Василевский откашлялся. Решил съязвить:
— Я?
— Если так, — священник не дал сбить себя с толку, кем тогда являешься ты, сын мой? Чем ты являешься?
К счастью, заблудившийся пьяница перебил этот более чем странный обмен словами. Он чуть ли не упал на двух монашек, бормоча под нос:
— Вы, курва… Суккки… Вы, бля…. Съебы…
В руке у него была бутылка. Пьяница разбил ее о ближайший ствол дерева, получив тем самым оружие, известное как «розочка», и он пошел в нападение, сопя:
— Ввы, ккур… щассс… вассс… зае….
— Уйди, брат мой, в мире, — спокойно ответила одна из сестер.
— Еб…куррр… я вассс…
— Уйди, брат мой.
Пьяница поднял разбитую бутылку, чтобы ударить. Монашка закатала рясу и врезала ему ногой прямо в лоб. Мужчина полетел назад и грохнклся спиной в траву. Вторая монашка склонилась над лежащим, держа в руках зажженный фонарик, которым пользуются отоларингологи.

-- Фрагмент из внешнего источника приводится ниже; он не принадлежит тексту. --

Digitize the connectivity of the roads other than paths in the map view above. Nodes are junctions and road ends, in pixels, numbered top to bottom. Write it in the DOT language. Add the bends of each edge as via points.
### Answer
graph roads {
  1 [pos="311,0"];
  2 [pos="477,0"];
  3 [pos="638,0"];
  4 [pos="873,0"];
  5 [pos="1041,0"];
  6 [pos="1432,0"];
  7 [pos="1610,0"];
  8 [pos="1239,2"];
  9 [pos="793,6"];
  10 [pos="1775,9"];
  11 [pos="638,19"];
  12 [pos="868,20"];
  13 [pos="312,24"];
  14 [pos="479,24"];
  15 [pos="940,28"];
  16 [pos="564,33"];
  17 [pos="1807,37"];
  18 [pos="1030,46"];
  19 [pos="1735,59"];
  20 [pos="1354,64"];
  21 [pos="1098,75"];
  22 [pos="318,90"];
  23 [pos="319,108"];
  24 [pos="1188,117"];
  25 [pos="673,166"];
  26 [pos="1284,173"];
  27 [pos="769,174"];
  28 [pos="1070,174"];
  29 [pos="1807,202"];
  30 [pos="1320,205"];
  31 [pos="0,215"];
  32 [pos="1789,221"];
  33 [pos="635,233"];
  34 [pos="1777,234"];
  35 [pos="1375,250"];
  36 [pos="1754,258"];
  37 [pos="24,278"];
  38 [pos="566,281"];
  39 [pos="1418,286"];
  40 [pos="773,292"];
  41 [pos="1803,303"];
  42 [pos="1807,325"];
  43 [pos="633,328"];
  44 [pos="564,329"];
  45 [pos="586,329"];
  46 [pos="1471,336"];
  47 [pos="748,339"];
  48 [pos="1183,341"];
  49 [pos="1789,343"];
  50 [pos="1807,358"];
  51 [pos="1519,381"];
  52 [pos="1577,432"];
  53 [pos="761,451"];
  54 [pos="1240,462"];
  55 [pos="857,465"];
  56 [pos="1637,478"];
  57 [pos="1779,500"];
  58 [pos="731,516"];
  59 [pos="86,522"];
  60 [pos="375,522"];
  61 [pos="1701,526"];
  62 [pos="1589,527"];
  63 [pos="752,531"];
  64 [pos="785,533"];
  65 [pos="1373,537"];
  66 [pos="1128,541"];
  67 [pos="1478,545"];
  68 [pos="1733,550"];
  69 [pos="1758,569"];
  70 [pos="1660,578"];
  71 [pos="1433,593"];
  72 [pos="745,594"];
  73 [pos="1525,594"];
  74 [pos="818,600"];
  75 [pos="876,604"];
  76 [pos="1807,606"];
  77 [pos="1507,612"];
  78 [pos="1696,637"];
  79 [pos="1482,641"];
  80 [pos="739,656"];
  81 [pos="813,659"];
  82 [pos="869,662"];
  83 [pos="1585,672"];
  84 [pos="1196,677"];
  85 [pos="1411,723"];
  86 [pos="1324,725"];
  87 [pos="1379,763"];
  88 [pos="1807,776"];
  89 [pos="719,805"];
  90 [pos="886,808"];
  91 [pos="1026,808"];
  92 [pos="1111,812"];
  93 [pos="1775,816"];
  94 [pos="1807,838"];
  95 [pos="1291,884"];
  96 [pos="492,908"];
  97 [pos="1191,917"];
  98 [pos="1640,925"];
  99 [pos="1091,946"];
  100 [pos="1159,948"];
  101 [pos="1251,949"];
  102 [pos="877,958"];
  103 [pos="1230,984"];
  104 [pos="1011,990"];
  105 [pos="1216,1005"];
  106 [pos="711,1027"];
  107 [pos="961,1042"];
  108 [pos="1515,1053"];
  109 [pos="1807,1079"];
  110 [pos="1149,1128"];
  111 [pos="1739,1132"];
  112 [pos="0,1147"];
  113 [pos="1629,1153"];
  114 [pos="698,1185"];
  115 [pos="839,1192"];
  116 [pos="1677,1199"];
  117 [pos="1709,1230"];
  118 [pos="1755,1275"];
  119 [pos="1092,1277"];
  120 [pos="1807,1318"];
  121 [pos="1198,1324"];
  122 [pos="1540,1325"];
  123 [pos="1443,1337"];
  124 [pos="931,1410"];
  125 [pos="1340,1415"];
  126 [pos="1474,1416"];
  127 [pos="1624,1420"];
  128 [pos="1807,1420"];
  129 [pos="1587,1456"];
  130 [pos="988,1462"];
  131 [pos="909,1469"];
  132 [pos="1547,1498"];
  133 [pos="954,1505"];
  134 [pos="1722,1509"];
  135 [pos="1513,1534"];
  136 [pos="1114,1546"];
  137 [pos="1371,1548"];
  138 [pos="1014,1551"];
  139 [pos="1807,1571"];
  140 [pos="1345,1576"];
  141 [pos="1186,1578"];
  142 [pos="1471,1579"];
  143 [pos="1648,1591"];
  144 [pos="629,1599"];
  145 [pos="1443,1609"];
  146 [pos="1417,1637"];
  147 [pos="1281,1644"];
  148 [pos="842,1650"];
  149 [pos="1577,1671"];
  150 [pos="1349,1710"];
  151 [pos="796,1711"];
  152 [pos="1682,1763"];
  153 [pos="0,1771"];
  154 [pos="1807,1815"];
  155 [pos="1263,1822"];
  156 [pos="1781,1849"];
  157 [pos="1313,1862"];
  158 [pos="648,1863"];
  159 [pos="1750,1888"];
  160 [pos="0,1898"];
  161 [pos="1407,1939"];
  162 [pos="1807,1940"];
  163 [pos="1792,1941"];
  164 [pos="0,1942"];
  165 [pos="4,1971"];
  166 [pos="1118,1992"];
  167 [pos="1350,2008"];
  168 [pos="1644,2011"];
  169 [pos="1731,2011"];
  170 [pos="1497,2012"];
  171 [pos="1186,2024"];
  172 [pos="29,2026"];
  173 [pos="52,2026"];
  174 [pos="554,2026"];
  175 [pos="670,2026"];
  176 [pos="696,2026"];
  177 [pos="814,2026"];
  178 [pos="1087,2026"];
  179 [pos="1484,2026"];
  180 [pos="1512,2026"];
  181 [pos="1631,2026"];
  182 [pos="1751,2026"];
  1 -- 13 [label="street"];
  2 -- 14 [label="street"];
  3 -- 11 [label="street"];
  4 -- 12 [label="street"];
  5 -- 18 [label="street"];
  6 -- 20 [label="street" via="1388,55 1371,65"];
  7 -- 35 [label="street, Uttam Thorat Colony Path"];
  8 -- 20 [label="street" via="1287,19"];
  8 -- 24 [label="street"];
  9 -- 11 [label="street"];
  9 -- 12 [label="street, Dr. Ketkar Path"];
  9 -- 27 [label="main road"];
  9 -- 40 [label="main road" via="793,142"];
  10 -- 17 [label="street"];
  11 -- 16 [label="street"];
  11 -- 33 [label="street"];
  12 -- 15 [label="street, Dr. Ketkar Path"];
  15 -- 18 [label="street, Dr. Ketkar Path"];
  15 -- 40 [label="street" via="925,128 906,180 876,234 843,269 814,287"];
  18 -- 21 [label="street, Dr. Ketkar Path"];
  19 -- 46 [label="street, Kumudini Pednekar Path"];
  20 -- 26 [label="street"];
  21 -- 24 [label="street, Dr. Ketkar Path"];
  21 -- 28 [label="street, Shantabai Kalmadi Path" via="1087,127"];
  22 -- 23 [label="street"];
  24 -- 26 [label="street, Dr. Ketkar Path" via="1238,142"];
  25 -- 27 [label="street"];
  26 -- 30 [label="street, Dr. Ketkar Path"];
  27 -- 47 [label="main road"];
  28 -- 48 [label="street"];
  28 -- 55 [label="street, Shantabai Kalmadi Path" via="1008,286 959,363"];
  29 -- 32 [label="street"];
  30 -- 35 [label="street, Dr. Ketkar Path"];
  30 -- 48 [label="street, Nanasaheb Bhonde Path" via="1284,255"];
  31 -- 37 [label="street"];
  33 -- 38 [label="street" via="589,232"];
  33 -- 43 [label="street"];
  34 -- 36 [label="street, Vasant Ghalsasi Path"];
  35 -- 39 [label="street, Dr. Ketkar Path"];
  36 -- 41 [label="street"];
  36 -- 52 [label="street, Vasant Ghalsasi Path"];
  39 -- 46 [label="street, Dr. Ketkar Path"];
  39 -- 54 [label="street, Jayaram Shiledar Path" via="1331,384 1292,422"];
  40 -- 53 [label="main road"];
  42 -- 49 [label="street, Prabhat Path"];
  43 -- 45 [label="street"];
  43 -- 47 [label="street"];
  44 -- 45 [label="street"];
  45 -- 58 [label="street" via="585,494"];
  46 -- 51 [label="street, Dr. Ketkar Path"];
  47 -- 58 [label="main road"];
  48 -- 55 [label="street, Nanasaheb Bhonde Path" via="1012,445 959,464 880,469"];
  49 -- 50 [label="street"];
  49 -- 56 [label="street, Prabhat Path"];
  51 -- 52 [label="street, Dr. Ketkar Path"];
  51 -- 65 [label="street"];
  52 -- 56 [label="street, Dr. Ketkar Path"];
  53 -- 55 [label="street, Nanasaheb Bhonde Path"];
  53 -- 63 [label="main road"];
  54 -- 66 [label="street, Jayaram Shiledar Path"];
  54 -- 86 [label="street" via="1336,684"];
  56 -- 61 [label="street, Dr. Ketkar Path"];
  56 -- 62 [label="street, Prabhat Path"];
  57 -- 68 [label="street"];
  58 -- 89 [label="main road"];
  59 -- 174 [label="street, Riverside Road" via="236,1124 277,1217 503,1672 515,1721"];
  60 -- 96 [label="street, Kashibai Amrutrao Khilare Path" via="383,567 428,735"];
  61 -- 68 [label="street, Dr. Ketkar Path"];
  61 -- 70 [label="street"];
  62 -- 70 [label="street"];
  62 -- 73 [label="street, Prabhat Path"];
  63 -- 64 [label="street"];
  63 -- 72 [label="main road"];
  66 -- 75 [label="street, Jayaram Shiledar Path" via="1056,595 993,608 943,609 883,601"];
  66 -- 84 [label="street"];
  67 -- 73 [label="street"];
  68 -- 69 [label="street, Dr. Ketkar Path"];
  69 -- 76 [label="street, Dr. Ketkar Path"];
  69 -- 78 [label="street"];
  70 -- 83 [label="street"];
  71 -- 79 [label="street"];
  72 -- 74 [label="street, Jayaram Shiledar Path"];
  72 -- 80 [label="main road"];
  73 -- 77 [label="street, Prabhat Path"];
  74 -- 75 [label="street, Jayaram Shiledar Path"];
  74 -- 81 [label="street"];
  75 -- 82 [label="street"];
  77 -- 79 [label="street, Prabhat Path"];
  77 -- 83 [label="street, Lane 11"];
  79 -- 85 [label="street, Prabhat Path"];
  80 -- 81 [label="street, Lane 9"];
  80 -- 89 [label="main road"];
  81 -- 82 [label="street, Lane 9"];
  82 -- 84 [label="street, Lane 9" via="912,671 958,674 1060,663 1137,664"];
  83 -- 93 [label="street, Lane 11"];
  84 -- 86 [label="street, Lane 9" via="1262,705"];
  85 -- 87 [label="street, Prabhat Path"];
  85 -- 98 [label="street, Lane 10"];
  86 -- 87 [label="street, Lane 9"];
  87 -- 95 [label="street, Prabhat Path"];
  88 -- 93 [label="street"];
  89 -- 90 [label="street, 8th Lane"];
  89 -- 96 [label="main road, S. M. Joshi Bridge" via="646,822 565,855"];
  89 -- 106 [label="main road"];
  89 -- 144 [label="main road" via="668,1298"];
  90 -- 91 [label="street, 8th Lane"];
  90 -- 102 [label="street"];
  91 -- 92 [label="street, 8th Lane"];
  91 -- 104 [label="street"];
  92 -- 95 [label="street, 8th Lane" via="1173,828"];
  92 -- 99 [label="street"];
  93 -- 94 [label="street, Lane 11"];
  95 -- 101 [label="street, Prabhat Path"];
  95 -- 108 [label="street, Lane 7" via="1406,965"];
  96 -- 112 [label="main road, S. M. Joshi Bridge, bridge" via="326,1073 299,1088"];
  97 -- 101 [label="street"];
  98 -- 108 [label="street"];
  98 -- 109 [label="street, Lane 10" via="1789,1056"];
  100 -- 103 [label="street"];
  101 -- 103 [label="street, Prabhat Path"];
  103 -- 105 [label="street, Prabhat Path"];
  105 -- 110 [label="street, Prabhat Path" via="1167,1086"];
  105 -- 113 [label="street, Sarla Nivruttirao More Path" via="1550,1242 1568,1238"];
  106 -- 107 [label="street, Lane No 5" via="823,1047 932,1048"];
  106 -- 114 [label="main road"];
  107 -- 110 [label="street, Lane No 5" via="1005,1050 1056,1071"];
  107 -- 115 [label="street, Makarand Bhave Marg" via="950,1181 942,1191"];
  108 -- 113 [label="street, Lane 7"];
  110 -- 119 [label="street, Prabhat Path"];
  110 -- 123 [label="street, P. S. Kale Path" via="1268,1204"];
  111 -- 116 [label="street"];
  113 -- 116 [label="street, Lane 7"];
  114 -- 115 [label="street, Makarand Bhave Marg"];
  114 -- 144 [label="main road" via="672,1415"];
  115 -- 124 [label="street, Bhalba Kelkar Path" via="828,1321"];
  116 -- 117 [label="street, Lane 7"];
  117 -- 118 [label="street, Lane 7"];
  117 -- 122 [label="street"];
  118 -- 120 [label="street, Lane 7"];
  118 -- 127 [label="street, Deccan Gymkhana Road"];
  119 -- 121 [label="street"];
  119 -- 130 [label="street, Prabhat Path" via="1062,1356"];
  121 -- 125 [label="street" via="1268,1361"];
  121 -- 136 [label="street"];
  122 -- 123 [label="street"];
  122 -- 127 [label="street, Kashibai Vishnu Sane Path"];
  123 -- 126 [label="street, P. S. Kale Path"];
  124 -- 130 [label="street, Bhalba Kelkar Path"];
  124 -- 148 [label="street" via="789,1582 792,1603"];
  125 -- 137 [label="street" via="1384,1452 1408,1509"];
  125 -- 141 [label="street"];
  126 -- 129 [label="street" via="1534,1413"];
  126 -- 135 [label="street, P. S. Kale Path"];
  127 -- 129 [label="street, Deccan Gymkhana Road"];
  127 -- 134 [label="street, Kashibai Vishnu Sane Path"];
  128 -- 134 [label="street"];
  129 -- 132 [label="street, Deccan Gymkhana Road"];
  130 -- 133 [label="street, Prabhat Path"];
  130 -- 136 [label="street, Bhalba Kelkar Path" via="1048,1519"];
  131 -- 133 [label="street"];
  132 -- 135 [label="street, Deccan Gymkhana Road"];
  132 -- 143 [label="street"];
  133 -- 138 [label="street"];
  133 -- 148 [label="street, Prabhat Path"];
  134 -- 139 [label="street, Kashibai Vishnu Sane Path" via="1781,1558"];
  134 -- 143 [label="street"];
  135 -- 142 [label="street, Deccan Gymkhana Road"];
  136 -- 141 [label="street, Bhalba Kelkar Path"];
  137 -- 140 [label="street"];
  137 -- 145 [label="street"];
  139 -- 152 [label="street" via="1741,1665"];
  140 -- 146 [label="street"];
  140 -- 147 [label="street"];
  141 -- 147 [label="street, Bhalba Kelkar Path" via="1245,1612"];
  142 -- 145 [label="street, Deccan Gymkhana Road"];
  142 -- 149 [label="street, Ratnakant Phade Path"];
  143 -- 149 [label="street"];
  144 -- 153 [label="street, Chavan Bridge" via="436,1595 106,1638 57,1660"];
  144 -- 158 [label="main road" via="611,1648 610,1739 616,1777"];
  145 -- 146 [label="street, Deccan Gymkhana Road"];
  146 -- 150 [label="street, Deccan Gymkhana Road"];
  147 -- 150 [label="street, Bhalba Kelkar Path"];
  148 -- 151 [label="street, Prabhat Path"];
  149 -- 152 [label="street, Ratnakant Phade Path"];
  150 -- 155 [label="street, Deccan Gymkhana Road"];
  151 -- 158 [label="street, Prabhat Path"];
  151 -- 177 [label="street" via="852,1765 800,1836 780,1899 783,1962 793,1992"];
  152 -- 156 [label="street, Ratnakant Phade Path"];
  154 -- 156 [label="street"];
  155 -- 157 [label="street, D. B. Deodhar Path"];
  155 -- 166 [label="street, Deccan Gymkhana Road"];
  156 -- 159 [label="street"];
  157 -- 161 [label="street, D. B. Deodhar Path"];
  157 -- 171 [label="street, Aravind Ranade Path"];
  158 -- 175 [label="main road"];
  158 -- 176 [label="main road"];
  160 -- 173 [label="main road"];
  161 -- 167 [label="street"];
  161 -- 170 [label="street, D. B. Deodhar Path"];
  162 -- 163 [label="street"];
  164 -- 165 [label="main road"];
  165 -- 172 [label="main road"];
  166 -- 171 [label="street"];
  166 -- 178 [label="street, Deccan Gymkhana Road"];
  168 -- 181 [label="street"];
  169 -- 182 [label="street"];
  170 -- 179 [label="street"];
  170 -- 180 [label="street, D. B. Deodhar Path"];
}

— Эх! Теряешь форму, — обратилась она к своей напарнице. — Надпись с подошвы на лбу не отпечаталась.
— Как это не отпечаталась, — первая тоже склонилась над поверженным выпивохой. — Вот же она!
— Ээээ… В слове «Адидас» не хватает буквы «с».
— Божечки, Иисус мой сладкий! Придется больше тренироваться.
— Тихо, бабы! — перебил их беседу священник. Обе тут же приняли предыдущие позы, сложив руки и опустив головы. — Возвращаясь к нашей беседе, — повернул ксёндз голову. — Ну что же, мы выяснили мало чего. Правда, больших успехов я и не ожидал. Еще не время.
Священник поднялся с лавки. Василевский тоже встал.
— Приятно было познакомиться, сын мой. Но, уходя, я должен тебя предостеречь.
— Перед чем?
— По этому делу с тобой будет говорить еще кое-что. И тогда следи за каждым своим словом. Помни об этом!
— Кто?
Священник развел руками.
— Уже вскоре.
Он выполнил благословляющий жест, обернулся и направился дальше в темный парк. Какое-то время еще было слышно, как он «воспитывает» монашек:
— За этот удар немедленно мне исповедуешься. А злотый от пожилой дамы передадите в «Каритас»[41]. Если кто-либо из вас купит за эти деньги пачку жвачки, то в качестве покаяния назначу лежать крестом часов пять!
— Ой-ой… жвачку за злот? Отец-разведчик давно в киоске ничего не покупал.
— Естественно, — тут же добавила вторая. — Ведь сигареты отцу сестра-привратница украдкой на вокзале покупает. Переодевшись…
— Ага! Как один раз ее в джинсовом мини ее увидала, так у меня адидасы с ног свалились.
— Тихо, бабы!!!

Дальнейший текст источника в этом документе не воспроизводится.